Of course, as soon as we started playing and I was pointing out the consistent mistakes he was making, he was less than enthused about this help. He wants to do well, but he wants to do well on his own. The thing is, you can’t have it both ways. In my spare time, I read up on strategy and different approaches to the game. (I’ve settled on Magic as my game of choice because it’s very deep and is always changing and evolving. Learn the rules once, and you can play. But they keep changing the rules, so you’re forced to always relearn. I like that process.) To get better at something all on your own just doesn’t make sense to me. Why not learn from the experience of others?
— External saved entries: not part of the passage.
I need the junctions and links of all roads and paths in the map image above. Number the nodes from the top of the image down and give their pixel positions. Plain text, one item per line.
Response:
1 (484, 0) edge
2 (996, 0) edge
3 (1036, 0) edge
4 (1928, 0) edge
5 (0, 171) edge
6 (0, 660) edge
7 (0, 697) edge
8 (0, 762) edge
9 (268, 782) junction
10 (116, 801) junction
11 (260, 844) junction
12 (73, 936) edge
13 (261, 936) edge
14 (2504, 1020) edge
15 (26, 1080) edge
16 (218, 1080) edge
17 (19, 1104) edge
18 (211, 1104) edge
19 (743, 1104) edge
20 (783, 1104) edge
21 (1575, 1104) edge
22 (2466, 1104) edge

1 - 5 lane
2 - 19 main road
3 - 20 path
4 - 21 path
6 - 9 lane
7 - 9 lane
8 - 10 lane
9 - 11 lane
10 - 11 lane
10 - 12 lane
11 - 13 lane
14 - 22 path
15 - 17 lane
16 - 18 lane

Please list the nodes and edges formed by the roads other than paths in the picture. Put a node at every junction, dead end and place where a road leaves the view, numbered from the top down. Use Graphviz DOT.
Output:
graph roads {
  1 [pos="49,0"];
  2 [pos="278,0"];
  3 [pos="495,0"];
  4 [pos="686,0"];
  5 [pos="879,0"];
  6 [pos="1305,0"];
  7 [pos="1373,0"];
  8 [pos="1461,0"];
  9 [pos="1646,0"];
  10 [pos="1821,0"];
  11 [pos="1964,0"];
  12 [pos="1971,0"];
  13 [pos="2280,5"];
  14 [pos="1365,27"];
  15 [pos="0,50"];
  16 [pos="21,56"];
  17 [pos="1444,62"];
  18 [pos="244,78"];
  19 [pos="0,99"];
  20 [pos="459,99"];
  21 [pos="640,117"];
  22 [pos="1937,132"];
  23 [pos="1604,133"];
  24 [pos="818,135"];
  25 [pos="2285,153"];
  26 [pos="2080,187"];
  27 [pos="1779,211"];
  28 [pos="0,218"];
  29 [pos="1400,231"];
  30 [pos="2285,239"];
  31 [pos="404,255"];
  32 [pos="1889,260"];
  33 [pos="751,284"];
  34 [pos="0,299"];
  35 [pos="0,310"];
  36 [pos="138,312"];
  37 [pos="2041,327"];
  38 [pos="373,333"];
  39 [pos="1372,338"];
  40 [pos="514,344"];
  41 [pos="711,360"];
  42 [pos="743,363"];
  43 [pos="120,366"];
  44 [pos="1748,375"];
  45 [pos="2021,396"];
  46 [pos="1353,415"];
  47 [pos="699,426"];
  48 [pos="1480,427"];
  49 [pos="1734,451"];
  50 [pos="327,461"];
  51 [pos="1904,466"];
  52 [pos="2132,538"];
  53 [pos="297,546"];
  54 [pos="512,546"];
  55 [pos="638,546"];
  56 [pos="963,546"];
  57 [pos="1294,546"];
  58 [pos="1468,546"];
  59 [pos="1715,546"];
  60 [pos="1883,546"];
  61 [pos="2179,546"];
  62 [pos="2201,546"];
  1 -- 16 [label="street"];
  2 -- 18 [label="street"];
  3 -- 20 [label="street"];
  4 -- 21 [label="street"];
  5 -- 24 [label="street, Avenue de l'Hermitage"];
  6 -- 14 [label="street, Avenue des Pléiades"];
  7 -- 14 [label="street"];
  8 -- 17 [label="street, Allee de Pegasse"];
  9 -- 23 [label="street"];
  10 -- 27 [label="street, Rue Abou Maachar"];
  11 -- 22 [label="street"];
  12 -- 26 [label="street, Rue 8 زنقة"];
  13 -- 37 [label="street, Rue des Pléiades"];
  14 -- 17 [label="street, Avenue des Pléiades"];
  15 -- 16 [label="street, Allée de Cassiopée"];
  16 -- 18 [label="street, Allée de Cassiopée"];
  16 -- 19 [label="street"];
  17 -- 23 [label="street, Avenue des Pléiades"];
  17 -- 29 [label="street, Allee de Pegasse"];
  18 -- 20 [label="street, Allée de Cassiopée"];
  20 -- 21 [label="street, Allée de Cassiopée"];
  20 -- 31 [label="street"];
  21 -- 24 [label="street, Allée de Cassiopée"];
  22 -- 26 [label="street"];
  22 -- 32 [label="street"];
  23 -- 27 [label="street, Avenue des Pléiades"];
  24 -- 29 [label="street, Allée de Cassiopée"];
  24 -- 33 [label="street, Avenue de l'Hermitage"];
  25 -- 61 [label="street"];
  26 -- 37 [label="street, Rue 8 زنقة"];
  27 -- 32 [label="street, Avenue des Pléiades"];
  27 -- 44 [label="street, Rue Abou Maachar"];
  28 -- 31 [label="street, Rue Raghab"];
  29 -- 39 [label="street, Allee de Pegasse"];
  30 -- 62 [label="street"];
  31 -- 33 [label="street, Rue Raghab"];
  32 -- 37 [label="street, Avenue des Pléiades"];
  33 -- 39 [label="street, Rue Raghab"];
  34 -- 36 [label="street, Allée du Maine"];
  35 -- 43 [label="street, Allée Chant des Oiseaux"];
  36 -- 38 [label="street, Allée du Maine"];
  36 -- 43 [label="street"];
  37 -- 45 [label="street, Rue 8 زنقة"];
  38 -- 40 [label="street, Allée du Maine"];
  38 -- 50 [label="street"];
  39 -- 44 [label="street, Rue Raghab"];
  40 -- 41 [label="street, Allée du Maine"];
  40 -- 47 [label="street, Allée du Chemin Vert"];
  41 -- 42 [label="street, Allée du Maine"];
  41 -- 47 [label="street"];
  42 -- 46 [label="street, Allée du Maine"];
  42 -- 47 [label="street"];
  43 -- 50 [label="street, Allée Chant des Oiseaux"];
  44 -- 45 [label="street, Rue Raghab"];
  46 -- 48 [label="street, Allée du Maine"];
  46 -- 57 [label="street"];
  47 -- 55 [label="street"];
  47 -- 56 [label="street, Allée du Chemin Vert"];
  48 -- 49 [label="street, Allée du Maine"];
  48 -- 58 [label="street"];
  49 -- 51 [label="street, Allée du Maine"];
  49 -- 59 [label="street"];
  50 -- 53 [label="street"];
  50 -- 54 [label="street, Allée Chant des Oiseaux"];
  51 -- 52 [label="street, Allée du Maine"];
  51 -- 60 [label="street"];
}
In any case, as I’ve watched TRC go through this process, I can’t help thinking it’s helping him in the long run. The fact is, there are winners and losers in many situations in life. Sometimes you win, sometimes you lose. Sometimes through no fault (or credit) of your own. Learning how to lose is an important life skill. Knowing that it will happen from time to time and picking yourself up when it does . . . that’s hard to do. I still have trouble with it myself, and I’ve got a 25 year head start on TRC . . .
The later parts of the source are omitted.